Number of Firefighters Called and Damage Caused (n=20)

  Few Firefighters Many Firefighters Total
Low Damage 7 (70%) 3 (30%) 10
High Damage 3 (30%) 7 (70%) 10
Total 10 (100%) 10 (100%) 20

We can elaborate on our data by controlling for the size of the fire. To accomplish this, we need to construct two partial tables based on the size of the fire. All of the small fires go in one table, while all of the large fires go in the other. Note that the independent and dependent variables remain the same throughout the elaboration process.

Small Fires (n=10)

  Few Firefighters Many Firefighters Total
Low Damage 4 (80%) 5 (100%) 9
High Damage 1 (20%) 0 (0%) 1
Total 5 (100%) 5 (100%) 10

Large Fires (n=10)

  Few Firefighters Many Firefighters Total
Low Damage 0 (0%) 1 (20%) 1
High Damage 5 (100%) 4 (80%) 9
Total 5 (100%) 5 (100%) 10

By splitting our one large table into two smaller tables based on the size of the fire, we can see there is no direct causal relationship between the number of firefighters and property damage. The size of the fire affects both.

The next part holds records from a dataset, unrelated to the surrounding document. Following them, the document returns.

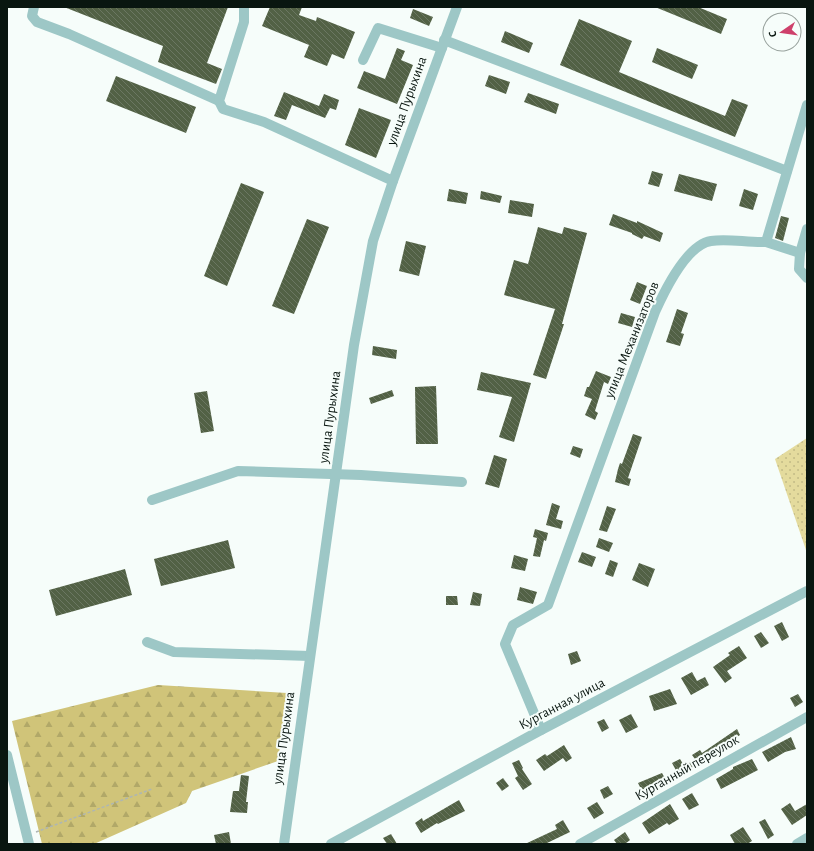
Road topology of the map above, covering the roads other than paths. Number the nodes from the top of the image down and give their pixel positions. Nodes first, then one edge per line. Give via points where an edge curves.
1 (34, 7) edge
2 (244, 7) edge
3 (457, 7) edge
4 (443, 44) junction
5 (363, 60) dead end
6 (219, 100) junction
7 (807, 105) edge
8 (787, 171) junction
9 (393, 180) junction
10 (807, 229) edge
11 (766, 242) junction
12 (800, 253) junction
13 (807, 278) edge
14 (336, 474) junction
15 (462, 482) dead end
16 (152, 500) dead end
17 (807, 591) edge
18 (147, 642) dead end
19 (310, 656) junction
20 (807, 717) edge
21 (541, 730) junction
22 (7, 755) edge
23 (807, 838) edge
24 (27, 840) edge
25 (284, 844) edge
26 (331, 844) edge
27 (580, 844) edge
28 (797, 844) edge

1 - 6 street via 32,16 37,22
2 - 6 street via 244,22
3 - 4 street, улица Пурыхина
4 - 5 street via 378,28
4 - 8 street
4 - 9 street, улица Пурыхина
6 - 9 street via 223,109 264,122
7 - 8 street
8 - 11 street
9 - 14 street, улица Пурыхина via 373,241 354,345
10 - 12 street
11 - 12 street, улица Механизаторов
11 - 21 street, улица Механизаторов via 708,241 694,251 668,283 655,312 548,605 513,625 505,644
12 - 13 street via 799,269
14 - 15 street
14 - 16 street via 238,471
14 - 19 street, улица Пурыхина
17 - 21 street, Курганная улица
18 - 19 street via 174,652
19 - 25 street, улица Пурыхина
20 - 27 street, Курганный переулок
21 - 26 street, Курганная улица
22 - 24 street
23 - 28 street

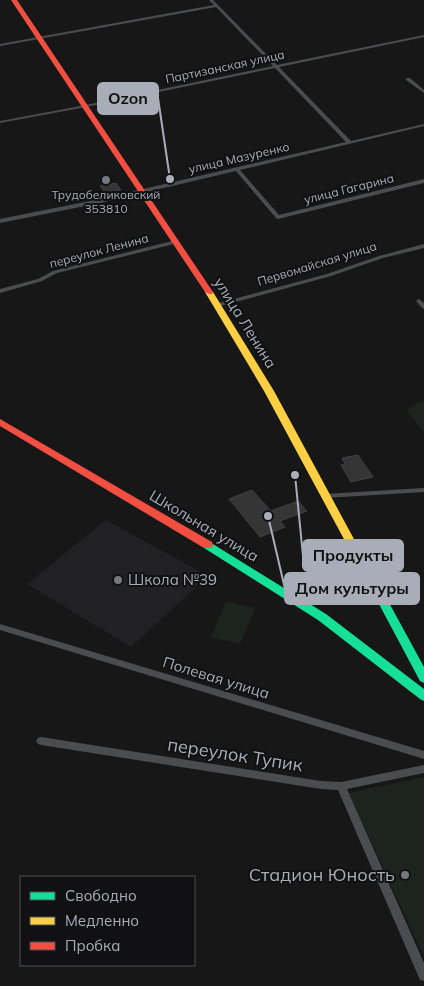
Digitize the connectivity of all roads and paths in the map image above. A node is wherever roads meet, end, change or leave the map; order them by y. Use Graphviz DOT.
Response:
graph roads {
  1 [pos="14,0"];
  2 [pos="211,0"];
  3 [pos="217,6"];
  4 [pos="424,36"];
  5 [pos="39,38"];
  6 [pos="0,45"];
  7 [pos="275,67"];
  8 [pos="408,79"];
  9 [pos="424,92"];
  10 [pos="86,106"];
  11 [pos="0,122"];
  12 [pos="424,125"];
  13 [pos="349,142"];
  14 [pos="237,169"];
  15 [pos="424,181"];
  16 [pos="141,191"];
  17 [pos="0,221"];
  18 [pos="176,242"];
  19 [pos="424,246"];
  20 [pos="0,291"];
  21 [pos="419,302"];
  22 [pos="217,305"];
  23 [pos="424,307"];
  24 [pos="0,422"];
  25 [pos="424,490"];
  26 [pos="325,496"];
  27 [pos="0,628"];
  28 [pos="424,680"];
  29 [pos="410,684"];
  30 [pos="424,696"];
  31 [pos="41,741"];
  32 [pos="424,755"];
  33 [pos="424,769"];
  34 [pos="341,786"];
  35 [pos="424,976"];
  1 -- 5 [label="street, улица Ленина"];
  2 -- 3 [label="street"];
  3 -- 5 [label="street"];
  3 -- 7 [label="street"];
  4 -- 7 [label="street, Партизанская улица"];
  5 -- 6 [label="street"];
  5 -- 10 [label="street, улица Ленина"];
  7 -- 10 [label="street, Партизанская улица"];
  7 -- 13 [label="street"];
  8 -- 9 [label="street"];
  10 -- 11 [label="street, Партизанская улица"];
  10 -- 16 [label="street, улица Ленина"];
  12 -- 13 [label="street, улица Мазуренко"];
  13 -- 14 [label="street, улица Мазуренко"];
  14 -- 15 [label="street, улица Гагарина"];
  14 -- 16 [label="street, улица Мазуренко"];
  16 -- 17 [label="street, улица Мазуренко"];
  16 -- 18 [label="street, улица Ленина"];
  18 -- 20 [label="street, переулок Ленина"];
  18 -- 22 [label="street, улица Ленина"];
  19 -- 22 [label="street, Первомайская улица"];
  21 -- 23 [label="street"];
  22 -- 26 [label="street, улица Ленина"];
  24 -- 29 [label="street, Школьная улица"];
  25 -- 26 [label="street"];
  26 -- 28 [label="street, улица Ленина"];
  27 -- 32 [label="street, Полевая улица"];
  28 -- 29 [label="street"];
  29 -- 30 [label="street, Школьная улица"];
  31 -- 34 [label="street, переулок Тупик"];
  33 -- 34 [label="street, переулок Тупик"];
  34 -- 35 [label="street"];
}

Limitations of Elaboration

Elaboration can be useful, but it also has its limitations. First, it tends to be a little bit tedious, especially if you're doing it by hand. Second, it's not the most precise form of analysis. Elaboration allows you to compare the distribution of one variable across the categories of another, but there are other measures of association that do a better job of quantifying the relationship between two variables.

Main Points

  • A bivariate table displays the distribution of one variable across the categories of another variable. The independent variable usually goes in the columns, while the dependent variable goes in the rows. Rows and columns intersect at cells. The row and column totals of a bivariate table are called marginals.
  • Bivariate relationships come in several different flavors. When the variation in the dependent variable can be attributed only to the independent variable, the relationship is said to be direct. When a third variable affects both the independent and dependent variables (think of the firefighter example) the relationship is said to be spurious. When the independent variable affects the dependent variable only by way of a mediating variable (sort of like a chain reaction), it is said to be an intervening relationship.
  • Elaboration is an effective (albeit somewhat tedious) means of weeding out spurious and intervening relationships.

Bivariate Tables in SPSS

Bivariate tables are known as crosstabs (short for cross-tabulations) in the world of SPSS. To generate one, click "Analyze," "Descriptive Statistics," and then "Crosstabs." You will need to put one variable in the "Rows" box and one in the "Columns" box. Generally speaking, the independent variable should go in the columns and the dependent variable should go in the rows. If you'd like to include percentages in your table, click on the "Cells" button, which will give you the option of choosing "Row," "Column," and "Total" percentages. I generally only choose one of the three, as clicking all three makes for a large (and rather confusing) table. To test the strength of the relationship, click "Statistics." You should be careful to choose only statistics that are appropriate for the variables' levels of measurement. Here's yet another video walkthrough. It includes how to make a bivariate table and how to elaborate by a third (control) variable:

Exercises

  1. Using the World Values Survey data, make a bivariate table exploring the relationship between marital status ("MARITAL") and health ("HEALTH"). Treat marital status as the independent variable and health as the dependent variable. Calculate column percentages as well as any statistics that you think might be helpful. Interpret your findings. Does there appear to be a relationship between the two variables?
  2. Elaborate the relationship between marital status and health by gender. Does considering men and women separately change what you observed in your answer to Question #1?
  3. Using the New Immigrant Survey data, create a bivariate table exploring the relationship between religion ("RELIGION") and the region of the world from which the respondent migrated ("REGION"). Interpret your findings. Does there appear to be a relationship between the two variables?